[Material shown — start]
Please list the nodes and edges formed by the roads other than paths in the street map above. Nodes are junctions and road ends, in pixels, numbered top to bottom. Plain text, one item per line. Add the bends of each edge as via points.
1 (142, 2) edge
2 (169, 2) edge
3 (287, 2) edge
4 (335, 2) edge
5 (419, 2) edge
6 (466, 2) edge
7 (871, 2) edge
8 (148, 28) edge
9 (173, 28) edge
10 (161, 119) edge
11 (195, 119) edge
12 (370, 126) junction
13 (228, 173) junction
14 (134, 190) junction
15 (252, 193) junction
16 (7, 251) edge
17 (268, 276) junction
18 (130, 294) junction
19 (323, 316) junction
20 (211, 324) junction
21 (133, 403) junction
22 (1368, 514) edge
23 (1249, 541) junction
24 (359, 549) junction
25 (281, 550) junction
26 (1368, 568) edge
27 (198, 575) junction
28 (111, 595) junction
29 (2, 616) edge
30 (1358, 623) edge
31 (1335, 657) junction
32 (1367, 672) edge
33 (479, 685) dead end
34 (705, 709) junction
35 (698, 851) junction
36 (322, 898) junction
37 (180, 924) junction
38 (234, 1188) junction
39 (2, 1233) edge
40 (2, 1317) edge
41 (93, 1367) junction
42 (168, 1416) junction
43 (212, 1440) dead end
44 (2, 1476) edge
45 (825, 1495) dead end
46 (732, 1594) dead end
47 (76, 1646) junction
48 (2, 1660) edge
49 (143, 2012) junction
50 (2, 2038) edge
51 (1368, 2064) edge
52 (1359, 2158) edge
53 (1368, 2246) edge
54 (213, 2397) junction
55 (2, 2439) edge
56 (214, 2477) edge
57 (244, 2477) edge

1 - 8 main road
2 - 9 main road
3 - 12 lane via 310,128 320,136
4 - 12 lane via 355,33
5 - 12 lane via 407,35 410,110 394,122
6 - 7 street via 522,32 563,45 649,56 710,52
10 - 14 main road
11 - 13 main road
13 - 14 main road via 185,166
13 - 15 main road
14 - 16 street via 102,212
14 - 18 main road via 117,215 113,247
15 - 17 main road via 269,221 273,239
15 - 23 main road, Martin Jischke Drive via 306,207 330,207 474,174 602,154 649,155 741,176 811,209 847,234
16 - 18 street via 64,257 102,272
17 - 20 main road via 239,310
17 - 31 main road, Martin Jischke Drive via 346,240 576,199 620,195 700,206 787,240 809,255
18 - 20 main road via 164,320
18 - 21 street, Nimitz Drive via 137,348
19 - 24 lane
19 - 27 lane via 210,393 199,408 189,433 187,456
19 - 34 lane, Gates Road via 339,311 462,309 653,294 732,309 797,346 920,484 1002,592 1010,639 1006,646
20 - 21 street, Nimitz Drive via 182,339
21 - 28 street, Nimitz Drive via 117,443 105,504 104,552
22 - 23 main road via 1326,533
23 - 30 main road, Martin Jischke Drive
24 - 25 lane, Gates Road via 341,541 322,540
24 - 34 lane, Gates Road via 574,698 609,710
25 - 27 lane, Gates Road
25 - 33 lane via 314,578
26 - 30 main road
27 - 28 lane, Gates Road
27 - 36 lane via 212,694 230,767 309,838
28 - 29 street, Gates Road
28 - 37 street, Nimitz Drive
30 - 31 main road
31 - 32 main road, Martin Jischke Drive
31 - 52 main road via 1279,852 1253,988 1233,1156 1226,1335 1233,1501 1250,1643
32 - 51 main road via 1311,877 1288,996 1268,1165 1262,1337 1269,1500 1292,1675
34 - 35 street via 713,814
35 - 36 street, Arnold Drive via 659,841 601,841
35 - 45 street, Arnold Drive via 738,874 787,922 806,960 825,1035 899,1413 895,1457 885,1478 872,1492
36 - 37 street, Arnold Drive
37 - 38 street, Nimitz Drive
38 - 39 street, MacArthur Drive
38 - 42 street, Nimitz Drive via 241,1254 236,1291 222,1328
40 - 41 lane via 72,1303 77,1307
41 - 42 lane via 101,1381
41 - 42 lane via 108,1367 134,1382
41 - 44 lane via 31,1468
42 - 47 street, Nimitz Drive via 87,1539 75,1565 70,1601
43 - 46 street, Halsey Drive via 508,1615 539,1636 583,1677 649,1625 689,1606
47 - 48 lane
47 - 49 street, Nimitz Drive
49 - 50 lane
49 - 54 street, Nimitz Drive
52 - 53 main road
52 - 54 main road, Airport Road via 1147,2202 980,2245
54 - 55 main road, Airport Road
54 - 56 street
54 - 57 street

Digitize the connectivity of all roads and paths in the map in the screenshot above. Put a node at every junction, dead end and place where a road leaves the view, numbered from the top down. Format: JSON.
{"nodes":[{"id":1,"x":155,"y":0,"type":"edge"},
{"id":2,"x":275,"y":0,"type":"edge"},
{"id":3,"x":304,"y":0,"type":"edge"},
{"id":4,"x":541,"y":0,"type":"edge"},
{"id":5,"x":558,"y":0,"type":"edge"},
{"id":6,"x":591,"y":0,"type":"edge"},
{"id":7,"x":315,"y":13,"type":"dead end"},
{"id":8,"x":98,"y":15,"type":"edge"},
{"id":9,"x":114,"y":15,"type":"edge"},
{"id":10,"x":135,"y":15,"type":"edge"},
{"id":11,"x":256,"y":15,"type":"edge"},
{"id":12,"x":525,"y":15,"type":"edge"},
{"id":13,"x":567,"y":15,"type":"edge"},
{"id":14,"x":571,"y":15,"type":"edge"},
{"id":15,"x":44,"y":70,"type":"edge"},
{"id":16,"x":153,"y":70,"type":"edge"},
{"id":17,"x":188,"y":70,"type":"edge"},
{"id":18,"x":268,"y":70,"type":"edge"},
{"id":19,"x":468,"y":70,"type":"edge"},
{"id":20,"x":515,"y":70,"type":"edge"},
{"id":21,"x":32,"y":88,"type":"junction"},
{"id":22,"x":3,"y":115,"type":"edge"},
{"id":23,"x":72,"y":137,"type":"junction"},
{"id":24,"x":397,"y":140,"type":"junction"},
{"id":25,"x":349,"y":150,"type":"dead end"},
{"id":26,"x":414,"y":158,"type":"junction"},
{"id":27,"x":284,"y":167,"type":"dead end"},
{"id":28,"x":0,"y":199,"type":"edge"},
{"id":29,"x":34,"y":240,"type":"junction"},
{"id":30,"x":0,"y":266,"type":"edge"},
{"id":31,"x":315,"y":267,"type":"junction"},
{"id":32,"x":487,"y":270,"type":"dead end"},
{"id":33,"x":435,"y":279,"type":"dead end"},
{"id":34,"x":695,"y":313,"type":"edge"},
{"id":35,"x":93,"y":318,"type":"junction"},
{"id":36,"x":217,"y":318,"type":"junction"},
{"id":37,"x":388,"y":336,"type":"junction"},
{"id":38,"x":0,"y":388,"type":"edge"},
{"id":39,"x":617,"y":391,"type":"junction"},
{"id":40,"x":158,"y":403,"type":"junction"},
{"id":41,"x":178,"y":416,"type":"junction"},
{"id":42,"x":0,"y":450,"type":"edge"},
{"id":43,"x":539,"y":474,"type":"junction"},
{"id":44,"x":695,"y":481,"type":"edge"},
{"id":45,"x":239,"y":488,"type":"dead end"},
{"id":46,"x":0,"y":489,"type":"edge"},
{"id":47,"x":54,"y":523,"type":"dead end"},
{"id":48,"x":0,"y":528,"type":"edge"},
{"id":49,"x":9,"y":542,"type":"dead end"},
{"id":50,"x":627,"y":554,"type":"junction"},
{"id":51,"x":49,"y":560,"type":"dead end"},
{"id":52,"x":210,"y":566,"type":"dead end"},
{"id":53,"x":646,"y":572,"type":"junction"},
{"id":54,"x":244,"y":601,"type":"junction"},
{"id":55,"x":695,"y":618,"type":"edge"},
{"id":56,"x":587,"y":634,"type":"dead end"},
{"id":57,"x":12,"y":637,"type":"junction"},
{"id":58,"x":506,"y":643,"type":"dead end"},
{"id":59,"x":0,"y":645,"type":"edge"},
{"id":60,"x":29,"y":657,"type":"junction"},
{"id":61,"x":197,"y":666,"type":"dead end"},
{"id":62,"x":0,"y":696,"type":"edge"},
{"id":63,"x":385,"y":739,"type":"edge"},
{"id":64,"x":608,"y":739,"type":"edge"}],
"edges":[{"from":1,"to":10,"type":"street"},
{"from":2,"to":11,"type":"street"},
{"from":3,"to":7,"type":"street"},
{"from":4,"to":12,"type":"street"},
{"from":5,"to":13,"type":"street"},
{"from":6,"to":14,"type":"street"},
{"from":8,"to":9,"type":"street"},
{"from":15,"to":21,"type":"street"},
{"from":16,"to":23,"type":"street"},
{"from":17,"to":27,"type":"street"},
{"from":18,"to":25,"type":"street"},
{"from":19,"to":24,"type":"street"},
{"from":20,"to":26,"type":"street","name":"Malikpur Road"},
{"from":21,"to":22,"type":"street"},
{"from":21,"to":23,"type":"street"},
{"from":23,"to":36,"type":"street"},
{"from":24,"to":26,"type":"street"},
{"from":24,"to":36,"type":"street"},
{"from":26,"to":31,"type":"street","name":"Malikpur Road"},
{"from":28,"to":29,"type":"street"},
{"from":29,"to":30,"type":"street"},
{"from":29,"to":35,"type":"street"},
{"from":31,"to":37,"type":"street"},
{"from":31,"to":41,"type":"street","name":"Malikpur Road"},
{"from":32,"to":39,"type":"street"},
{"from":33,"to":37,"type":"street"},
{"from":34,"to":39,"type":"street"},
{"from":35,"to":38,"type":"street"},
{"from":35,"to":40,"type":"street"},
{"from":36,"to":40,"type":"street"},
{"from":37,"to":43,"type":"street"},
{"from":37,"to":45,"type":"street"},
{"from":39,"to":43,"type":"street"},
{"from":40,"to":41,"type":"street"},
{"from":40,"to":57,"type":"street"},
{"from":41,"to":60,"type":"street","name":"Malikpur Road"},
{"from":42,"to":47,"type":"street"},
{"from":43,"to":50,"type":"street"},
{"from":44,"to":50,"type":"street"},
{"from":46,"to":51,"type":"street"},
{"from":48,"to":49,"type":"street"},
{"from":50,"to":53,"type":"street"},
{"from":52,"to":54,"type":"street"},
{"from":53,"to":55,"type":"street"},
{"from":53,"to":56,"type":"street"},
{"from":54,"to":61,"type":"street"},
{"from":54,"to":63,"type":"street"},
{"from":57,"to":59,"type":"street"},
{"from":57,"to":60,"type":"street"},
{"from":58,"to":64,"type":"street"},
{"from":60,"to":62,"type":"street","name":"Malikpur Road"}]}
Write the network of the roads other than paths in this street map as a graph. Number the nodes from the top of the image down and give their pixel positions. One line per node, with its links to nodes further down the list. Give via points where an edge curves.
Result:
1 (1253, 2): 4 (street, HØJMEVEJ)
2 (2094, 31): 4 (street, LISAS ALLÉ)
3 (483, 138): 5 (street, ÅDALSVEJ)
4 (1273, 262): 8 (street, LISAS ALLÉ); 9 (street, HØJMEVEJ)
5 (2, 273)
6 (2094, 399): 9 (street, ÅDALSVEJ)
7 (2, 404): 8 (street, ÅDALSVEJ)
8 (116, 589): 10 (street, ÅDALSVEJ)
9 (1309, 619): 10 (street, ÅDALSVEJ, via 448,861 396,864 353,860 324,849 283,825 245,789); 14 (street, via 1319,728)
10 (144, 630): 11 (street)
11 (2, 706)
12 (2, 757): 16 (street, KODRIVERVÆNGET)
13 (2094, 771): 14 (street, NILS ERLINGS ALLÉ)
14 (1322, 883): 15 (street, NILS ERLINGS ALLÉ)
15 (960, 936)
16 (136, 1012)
[Material shown — finish]
▶ _Work required_: Across the records, how many lines carry the word "ALLÉ"? The answer should be a number alone.

▶ _Written answer_: 4